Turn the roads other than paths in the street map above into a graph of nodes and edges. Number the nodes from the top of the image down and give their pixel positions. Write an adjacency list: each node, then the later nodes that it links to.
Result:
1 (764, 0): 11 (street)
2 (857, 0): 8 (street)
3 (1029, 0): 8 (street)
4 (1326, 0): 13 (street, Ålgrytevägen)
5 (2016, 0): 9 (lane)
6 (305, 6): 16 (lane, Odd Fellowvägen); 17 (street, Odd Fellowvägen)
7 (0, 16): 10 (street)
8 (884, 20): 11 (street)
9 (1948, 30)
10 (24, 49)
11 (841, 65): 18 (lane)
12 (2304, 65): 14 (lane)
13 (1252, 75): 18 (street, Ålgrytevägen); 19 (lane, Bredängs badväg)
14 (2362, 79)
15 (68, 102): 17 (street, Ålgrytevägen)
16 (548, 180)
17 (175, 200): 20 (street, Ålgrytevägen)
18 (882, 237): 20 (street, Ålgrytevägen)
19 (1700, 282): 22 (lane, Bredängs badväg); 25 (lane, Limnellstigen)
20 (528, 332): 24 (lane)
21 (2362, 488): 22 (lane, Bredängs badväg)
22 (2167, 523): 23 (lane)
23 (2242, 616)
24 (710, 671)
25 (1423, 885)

┄┄┄┄┄┄┄┄┄┄┄┄┄┄┄┄┄┄┄┄

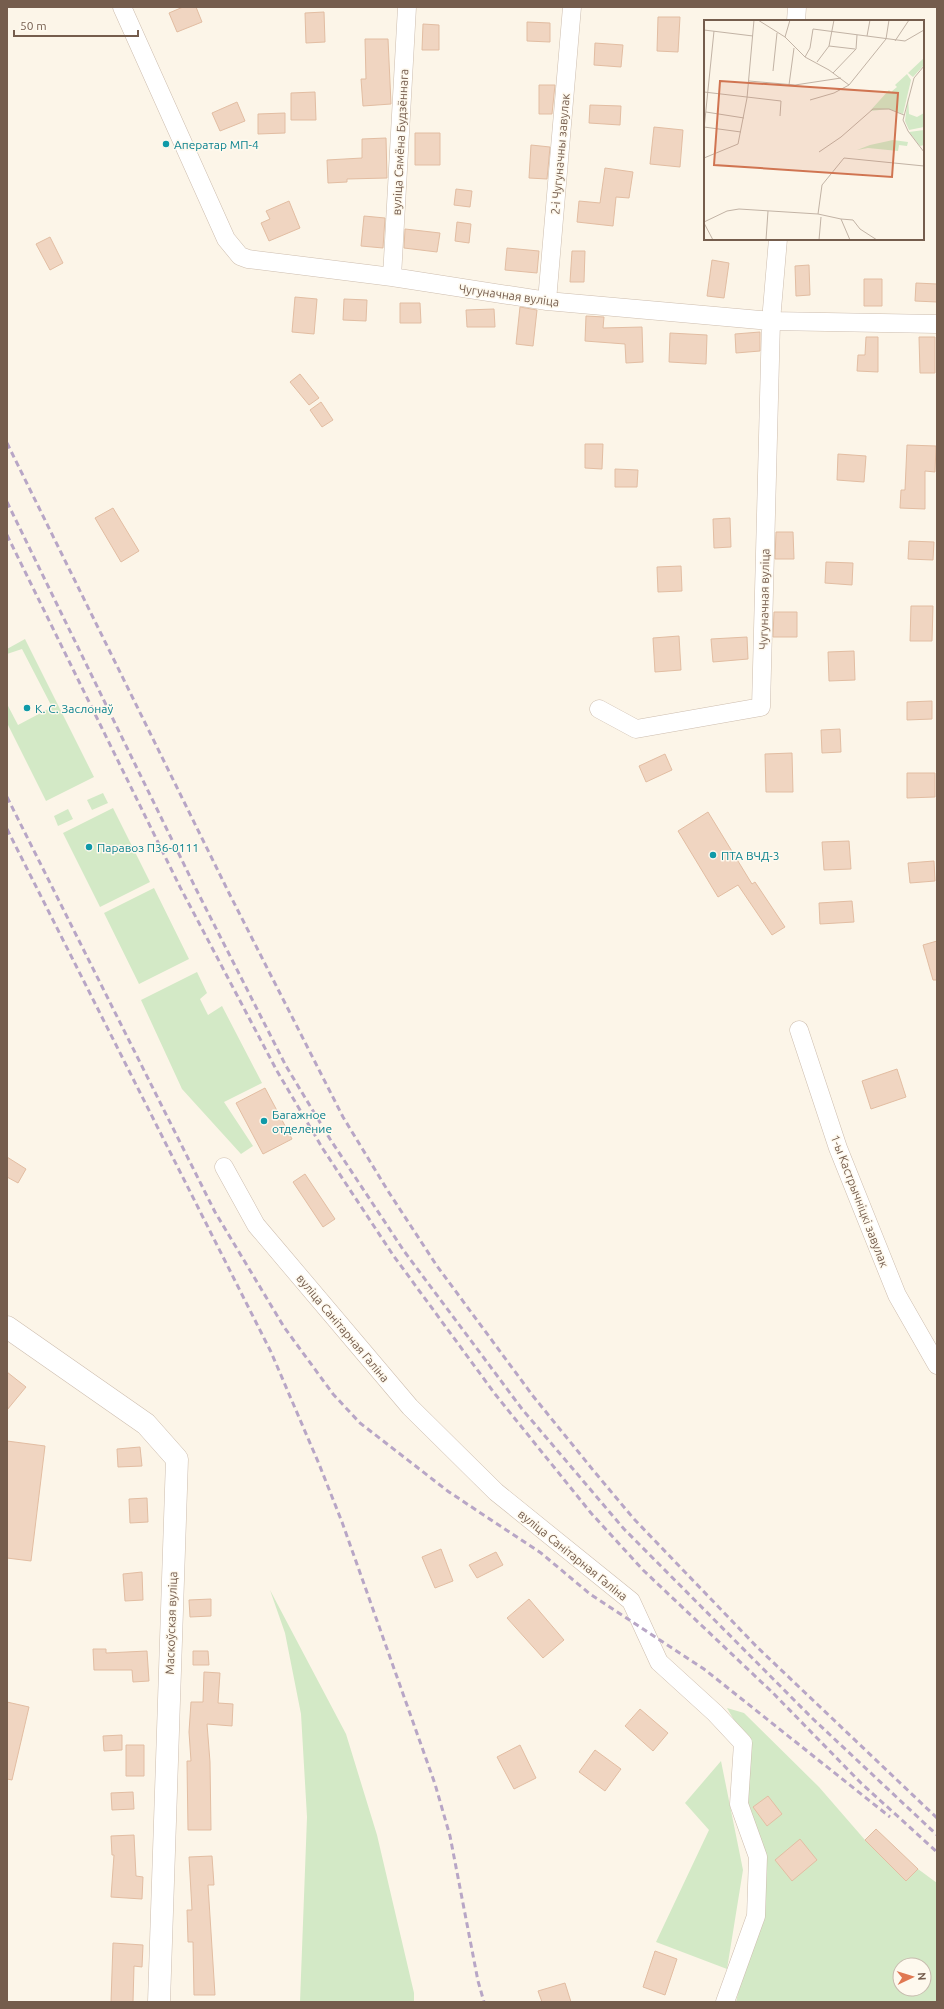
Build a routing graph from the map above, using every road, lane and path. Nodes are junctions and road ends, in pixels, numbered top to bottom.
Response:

┄┄┄┄┄┄┄┄┄┄┄┄┄┄┄┄┄┄┄┄

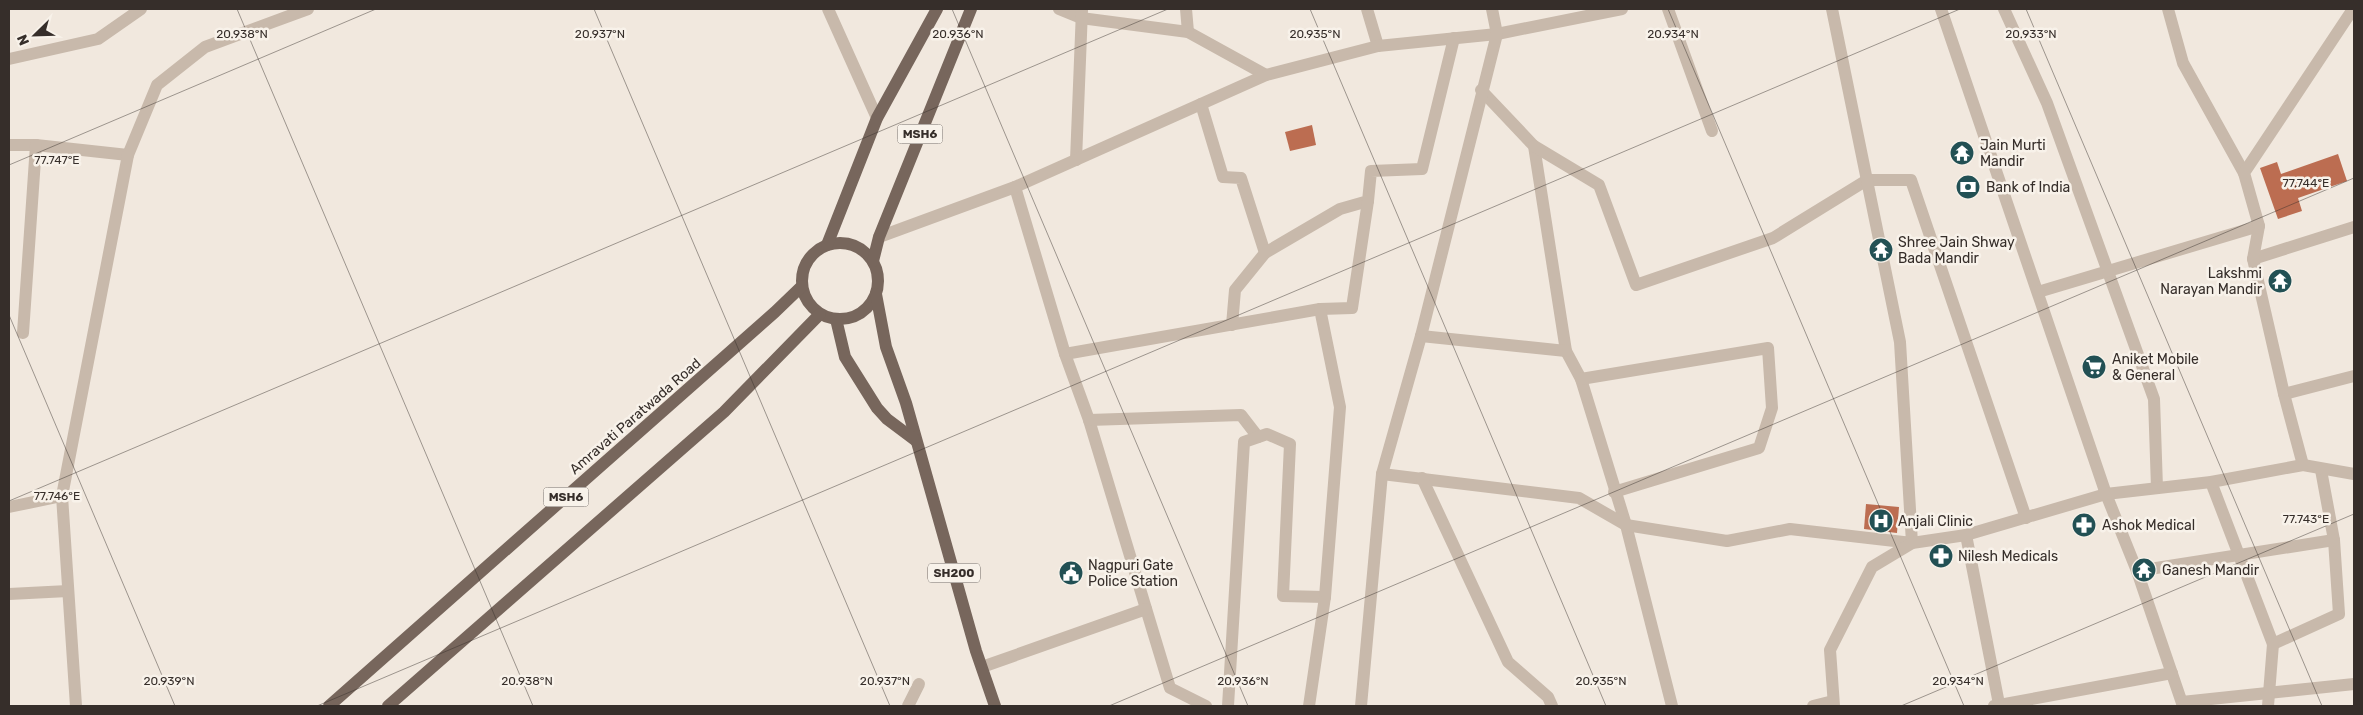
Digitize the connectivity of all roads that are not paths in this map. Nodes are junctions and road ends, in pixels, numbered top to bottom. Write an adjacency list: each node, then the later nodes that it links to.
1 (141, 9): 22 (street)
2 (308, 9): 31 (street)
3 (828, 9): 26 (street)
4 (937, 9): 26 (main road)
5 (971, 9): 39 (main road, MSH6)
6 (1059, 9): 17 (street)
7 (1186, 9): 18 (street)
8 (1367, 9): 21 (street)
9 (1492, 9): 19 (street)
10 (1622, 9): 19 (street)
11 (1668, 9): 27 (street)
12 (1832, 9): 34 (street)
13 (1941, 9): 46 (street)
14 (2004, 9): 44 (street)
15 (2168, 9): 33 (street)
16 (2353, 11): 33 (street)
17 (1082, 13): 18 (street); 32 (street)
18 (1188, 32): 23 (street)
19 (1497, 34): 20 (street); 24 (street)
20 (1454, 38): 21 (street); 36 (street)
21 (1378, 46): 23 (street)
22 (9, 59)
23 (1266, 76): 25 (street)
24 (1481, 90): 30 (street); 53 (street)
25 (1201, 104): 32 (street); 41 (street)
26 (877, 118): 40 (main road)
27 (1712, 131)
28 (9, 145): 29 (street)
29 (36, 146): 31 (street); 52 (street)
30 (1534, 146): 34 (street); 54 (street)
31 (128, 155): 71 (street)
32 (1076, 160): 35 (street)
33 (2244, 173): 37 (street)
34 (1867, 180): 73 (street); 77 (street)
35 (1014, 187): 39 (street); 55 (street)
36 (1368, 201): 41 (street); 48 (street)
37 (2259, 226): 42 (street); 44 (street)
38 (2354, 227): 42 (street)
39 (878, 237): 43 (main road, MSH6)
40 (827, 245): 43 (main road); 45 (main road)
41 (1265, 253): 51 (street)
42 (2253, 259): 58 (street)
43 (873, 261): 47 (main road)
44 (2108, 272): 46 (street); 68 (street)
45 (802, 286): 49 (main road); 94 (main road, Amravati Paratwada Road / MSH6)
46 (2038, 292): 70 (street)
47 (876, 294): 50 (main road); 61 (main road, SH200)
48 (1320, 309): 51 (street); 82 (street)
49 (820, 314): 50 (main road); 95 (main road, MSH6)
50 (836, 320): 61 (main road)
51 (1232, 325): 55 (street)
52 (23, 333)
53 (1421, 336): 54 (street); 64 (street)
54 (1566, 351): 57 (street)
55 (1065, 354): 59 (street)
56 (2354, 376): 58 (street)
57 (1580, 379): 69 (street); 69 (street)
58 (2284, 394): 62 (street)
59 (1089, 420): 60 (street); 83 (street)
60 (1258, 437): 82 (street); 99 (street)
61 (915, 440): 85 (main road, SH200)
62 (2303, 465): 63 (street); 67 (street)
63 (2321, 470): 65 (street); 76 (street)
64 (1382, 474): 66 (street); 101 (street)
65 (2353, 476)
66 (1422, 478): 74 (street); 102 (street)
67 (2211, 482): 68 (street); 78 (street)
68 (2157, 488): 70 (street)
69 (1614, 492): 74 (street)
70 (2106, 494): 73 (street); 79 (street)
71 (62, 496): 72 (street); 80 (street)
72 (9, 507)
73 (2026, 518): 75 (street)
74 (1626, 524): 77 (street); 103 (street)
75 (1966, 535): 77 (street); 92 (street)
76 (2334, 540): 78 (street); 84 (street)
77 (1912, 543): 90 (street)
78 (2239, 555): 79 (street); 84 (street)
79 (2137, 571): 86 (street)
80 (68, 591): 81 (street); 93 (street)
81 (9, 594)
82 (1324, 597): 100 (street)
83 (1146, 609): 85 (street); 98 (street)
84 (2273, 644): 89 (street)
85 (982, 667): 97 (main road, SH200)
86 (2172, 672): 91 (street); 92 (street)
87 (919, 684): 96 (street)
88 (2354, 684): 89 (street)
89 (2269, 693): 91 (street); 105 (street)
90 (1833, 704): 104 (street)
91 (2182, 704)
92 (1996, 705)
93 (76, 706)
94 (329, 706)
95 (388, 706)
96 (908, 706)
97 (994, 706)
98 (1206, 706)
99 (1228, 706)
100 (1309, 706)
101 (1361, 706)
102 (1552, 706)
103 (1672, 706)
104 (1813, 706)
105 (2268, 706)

┄┄┄┄┄┄┄┄┄┄┄┄┄┄┄┄┄┄┄┄

**Your goal**
In the entries above, which lines hold the string "from"? Report all of them.

**Answer to this exercise**
Turn the roads other than paths in the street map above into a graph of nodes and edges. Number the nodes from the top of the image down and give their pixel positions. Write an adjacency list: each node, then the later nodes that it links to.
Build a routing graph from the map above, using every road, lane and path. Nodes are junctions and road ends, in pixels, numbered top to bottom.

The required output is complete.